There is no time for a full report or a measured analysis or recommendations to prevent interference in our future elections, because permitting Donald Trump to assume the office of president reduces the chance that we will have future elections.
The nation and all of our freedoms hang by a thread, and the military apparatus of this country is about to be handed over to scum who are beholden to scum—Russian scum.
As things are today, January 20 will not be an inauguration, but the end of the United States as an independent country. It will not be a peaceful change of power; it will be a usurpation, and the usurper has no validity, no credibility, and no authority under the Constitution.
This is a reality that will become the only reality until this country rids itself of Donald John Trump. He is not a president; he is a puppet put in power by Vladimir Putin.
And those who ignore these elemental, existential facts—Democrats or Republicans—are traitors to this country and will immediately—and forever after—be held accountable.
“I’M, LIKE, A SMART PERSON”
Post date • TUESDAY, DECEMBER 13
He has been put into the White House by the evil of another nation, and yet all our politicians will do is promise reports and committees whose words will be too measured and too late . . .
And now he will not listen to the daily intelligence briefings.
“I’m, like, a smart person,” he said Sunday—factually correct, incidentally. Perhaps like a smart person, but not actually a smart person.
“I’m, like, a smart person. I don’t have to be told the same thing and the same words every single day for the next eight years.”
He will not attend the daily intelligence briefings.
“If something should change from this point, immediately call me. I’m available on one minute’s notice.”
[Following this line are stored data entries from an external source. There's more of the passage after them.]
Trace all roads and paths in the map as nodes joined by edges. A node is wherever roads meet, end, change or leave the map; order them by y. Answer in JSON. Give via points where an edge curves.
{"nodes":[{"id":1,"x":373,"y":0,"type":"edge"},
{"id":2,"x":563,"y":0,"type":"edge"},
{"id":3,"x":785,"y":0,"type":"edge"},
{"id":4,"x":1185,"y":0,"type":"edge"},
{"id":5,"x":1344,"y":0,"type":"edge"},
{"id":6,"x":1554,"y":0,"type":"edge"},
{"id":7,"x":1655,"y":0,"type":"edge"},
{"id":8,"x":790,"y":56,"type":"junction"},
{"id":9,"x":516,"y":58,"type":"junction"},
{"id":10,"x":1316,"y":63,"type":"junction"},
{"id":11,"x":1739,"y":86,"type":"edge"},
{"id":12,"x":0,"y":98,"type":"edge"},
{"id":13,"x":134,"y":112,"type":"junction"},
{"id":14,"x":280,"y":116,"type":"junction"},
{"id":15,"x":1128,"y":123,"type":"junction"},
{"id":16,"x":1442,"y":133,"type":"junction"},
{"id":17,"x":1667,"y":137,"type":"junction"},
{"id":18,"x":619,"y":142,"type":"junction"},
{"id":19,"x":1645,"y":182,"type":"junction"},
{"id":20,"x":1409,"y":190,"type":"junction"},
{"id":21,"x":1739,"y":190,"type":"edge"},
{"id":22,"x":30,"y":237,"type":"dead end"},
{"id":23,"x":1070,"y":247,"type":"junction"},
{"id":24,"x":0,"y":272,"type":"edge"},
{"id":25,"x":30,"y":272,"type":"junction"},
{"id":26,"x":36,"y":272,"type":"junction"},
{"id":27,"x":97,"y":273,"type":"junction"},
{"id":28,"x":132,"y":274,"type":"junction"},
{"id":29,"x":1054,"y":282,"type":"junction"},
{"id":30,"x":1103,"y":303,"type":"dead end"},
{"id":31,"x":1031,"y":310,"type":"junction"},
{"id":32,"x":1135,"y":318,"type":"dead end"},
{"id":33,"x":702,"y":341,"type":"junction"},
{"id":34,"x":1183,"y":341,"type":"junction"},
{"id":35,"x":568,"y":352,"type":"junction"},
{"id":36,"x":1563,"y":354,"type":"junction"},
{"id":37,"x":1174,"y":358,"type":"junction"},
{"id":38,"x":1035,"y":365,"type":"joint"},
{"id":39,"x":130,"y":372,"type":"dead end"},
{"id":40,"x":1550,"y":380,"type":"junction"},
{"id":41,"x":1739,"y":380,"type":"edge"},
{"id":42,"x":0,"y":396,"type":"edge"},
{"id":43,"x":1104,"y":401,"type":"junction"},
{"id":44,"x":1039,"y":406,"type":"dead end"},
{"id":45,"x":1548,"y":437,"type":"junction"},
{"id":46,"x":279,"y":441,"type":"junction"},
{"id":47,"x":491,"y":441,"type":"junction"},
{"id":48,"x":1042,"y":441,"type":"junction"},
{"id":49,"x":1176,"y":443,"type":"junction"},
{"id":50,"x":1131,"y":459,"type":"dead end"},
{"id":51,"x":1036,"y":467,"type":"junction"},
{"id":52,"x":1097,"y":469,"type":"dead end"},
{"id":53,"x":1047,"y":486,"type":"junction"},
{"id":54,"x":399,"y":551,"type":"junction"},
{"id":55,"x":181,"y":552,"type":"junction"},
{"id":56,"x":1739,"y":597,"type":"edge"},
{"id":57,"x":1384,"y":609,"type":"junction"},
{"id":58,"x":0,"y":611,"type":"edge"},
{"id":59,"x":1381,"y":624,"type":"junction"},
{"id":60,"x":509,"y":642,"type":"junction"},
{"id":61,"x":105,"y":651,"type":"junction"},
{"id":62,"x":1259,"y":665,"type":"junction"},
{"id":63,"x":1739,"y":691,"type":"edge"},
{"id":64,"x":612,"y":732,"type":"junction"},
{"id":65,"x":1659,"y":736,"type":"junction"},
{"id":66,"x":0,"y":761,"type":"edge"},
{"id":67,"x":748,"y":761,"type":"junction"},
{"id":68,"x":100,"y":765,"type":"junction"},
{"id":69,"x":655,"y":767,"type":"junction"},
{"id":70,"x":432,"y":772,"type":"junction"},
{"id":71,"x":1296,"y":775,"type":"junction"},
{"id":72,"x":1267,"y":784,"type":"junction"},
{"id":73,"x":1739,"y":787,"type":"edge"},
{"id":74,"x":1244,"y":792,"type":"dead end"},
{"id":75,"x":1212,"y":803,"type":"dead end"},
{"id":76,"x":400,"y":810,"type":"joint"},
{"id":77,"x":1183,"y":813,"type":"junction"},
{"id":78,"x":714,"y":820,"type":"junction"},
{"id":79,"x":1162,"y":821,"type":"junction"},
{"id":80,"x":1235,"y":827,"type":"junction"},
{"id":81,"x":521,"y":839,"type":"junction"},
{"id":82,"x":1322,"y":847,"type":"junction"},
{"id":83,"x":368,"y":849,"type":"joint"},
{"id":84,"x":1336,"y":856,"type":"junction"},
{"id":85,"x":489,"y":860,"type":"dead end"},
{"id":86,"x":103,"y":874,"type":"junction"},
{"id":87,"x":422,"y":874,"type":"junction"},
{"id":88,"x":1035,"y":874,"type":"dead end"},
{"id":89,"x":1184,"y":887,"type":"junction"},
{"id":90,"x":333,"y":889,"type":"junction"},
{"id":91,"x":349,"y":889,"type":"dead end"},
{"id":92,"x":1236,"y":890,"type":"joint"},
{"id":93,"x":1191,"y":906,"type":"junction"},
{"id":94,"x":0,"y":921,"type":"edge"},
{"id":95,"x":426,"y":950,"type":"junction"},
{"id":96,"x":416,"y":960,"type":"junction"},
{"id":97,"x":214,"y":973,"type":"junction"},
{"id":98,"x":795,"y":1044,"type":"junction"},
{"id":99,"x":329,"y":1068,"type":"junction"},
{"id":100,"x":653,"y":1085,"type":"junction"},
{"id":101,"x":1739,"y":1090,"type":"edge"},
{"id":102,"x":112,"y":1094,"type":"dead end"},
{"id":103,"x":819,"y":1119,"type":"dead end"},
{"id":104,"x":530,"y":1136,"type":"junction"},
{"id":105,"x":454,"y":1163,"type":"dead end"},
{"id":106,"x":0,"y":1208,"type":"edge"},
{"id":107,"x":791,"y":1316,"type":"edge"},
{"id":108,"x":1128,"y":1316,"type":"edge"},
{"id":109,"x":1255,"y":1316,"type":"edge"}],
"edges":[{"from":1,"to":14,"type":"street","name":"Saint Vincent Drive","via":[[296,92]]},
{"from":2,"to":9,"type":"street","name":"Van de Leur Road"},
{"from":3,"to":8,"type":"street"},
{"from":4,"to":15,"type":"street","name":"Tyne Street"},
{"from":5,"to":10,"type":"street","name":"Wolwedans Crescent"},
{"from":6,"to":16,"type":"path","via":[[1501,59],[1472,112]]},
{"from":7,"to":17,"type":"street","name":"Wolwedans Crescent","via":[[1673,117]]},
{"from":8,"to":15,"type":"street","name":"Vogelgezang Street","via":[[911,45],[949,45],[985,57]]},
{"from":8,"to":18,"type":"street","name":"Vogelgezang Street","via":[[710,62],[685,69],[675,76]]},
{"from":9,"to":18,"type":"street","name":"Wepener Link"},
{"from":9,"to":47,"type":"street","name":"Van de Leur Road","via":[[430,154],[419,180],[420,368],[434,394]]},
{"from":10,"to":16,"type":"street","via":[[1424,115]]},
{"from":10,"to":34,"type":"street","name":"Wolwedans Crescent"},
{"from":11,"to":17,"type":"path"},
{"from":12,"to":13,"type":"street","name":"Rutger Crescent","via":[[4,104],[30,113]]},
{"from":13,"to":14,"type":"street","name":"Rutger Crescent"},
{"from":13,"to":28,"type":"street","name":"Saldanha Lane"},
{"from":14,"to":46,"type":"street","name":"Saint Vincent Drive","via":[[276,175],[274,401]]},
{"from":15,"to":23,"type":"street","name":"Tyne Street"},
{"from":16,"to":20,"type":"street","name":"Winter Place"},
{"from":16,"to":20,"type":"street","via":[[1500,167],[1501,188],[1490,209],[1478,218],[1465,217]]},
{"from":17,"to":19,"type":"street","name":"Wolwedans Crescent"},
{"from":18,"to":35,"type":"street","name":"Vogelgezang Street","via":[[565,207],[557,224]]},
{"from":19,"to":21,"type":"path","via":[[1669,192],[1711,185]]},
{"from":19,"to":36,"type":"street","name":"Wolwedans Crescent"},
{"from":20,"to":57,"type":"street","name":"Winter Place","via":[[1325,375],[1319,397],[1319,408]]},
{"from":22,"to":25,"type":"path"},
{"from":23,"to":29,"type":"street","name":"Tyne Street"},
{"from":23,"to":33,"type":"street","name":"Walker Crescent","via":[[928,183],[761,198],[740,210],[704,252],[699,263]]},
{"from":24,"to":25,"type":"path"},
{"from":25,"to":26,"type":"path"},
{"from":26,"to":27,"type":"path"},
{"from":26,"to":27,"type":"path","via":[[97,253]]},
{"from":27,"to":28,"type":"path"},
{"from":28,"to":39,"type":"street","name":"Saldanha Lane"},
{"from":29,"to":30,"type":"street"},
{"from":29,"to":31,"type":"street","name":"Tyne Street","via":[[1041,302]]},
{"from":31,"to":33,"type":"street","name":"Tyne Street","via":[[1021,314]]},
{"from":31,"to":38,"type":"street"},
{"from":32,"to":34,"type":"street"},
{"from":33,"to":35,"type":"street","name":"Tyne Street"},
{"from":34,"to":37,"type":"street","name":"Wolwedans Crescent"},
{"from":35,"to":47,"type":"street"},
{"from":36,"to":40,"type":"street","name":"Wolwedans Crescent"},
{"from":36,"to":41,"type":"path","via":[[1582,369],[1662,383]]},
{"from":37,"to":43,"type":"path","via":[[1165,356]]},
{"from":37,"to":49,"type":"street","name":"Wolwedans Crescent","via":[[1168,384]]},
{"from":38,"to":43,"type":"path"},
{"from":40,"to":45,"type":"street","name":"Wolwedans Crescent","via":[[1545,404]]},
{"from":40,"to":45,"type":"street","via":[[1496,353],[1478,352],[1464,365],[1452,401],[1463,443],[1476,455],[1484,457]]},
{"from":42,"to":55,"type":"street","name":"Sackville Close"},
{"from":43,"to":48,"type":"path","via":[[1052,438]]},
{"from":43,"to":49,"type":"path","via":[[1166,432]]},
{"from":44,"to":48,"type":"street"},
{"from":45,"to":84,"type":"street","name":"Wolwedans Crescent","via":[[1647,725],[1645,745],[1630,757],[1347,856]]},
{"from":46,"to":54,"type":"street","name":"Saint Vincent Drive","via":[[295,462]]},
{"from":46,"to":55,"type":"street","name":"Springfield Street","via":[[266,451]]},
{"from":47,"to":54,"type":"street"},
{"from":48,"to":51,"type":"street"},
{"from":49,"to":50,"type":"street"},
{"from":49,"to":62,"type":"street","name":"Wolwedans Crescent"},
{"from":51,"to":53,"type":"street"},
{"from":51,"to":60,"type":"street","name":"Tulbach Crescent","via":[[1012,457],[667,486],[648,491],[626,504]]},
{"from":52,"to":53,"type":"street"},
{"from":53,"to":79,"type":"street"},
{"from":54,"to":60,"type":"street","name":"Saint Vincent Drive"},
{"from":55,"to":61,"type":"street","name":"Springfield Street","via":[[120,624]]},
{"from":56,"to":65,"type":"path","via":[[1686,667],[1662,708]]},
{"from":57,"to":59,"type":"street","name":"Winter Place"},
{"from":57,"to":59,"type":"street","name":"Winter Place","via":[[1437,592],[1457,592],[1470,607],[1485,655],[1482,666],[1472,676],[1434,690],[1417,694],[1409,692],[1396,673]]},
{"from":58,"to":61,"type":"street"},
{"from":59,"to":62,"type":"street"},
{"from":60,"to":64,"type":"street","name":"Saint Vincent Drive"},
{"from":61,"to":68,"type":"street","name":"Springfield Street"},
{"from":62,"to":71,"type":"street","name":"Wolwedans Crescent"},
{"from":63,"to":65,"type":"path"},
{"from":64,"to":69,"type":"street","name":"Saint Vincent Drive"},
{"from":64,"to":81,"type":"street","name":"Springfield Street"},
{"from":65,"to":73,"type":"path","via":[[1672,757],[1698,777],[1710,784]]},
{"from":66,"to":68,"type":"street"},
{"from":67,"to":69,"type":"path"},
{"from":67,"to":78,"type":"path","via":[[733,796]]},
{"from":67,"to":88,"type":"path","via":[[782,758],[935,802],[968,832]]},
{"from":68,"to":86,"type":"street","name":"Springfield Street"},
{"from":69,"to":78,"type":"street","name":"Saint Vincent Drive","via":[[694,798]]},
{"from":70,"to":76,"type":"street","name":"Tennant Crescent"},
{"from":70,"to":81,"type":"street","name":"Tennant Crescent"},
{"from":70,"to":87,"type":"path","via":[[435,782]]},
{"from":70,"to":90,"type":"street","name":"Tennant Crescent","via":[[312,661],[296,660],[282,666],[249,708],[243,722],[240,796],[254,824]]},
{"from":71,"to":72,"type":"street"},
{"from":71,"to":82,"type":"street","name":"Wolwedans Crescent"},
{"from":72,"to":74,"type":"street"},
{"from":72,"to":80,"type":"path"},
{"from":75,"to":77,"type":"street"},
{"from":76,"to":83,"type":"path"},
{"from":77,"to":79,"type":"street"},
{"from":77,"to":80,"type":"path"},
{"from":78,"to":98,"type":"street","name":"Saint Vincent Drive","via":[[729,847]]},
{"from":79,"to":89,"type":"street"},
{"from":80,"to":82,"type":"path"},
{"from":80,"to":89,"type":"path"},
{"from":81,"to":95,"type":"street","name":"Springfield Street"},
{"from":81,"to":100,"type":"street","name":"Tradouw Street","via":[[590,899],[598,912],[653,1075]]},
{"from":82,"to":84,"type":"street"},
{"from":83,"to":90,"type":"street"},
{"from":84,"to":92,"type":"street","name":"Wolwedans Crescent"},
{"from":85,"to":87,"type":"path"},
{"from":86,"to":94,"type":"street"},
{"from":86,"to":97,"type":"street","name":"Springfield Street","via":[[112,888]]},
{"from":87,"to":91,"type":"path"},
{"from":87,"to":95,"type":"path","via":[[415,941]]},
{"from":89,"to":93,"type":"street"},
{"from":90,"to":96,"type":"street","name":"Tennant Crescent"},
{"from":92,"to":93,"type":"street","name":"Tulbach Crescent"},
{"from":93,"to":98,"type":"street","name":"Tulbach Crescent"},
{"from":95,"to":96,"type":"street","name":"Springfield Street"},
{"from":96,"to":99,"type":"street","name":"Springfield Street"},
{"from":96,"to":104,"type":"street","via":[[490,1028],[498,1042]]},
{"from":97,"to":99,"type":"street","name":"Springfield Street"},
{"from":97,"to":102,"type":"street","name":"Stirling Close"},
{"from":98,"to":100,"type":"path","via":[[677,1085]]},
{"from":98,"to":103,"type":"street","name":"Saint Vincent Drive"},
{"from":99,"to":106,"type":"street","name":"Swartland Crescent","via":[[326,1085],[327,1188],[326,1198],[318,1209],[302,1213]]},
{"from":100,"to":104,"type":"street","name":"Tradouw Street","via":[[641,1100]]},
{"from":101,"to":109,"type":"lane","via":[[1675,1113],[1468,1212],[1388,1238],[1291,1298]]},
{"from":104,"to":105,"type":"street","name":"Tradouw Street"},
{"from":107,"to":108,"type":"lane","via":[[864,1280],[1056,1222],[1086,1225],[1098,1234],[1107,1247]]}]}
But he would not necessarily believe the daily intelligence briefings anyway.
After the wave of reports about the intelligence agencies confirming Russia’s intervention in our election:
“These are the same people that said Saddam Hussein had weapons of mass destruction.”
No, actually, the intelligence a
gencies kept insisting that there were no such weapons, and they kept having their reports thrown back in their face by the administration of a president who was, like, a smart person and knew better.
“The election ended a long time ago in one of the biggest Electoral College victories in history.”
The Electoral College vote hasn’t happened yet.
If no pledged elector changes his vote, his margin will be the thirteenth smallest in history.
But he knows better.
He always knows better.
A CIA conclusion that the Russians interfered with our sovereignty, our freedoms, our elections, to put him in office?
“I think it’s ridiculous. I think it’s just another excuse. I don’t believe it.”
Who was the last president who would not listen to the daily intelligence briefings?
How many Americans were killed because George W. Bush did not listen to the President’s Daily Brief from the intelligence community?
Three thousand on 9/11 and seven thousand more U.S. military in Iraq and Afghanistan.
Because what do you need intelligence for if you’re . . . like . . . a smart person?
*
And still, it is worse.
Because from all that we have covered in this space for three months—the day in October when Trump slipped up and repeated the same mistaken attribution of a quote that a Russian propaganda site had made; the day his confidant praised WikiLeaks and intimated something bad was going to happen to John Podesta just before Podesta’s emails were hacked and released by WikiLeaks; all the evidence of Russia’s personal manipulation of Trump through his cronies, like Paul Manafort and Carter Page and Roger Stone, and now through Vladimir Putin’s pals like would-be Secretary of State Rex Tillerson and the putrid Congressman Dana Rohrabacher . . .
Because all of that—and more—suggests that Donald Trump isn’t just a stupid man’s idea of what, like, a smart man would be; he is a man whose assumption that he has the inside information, and everybody else is just guessing, appears to be based on knowledge provided to him . . . by Russia.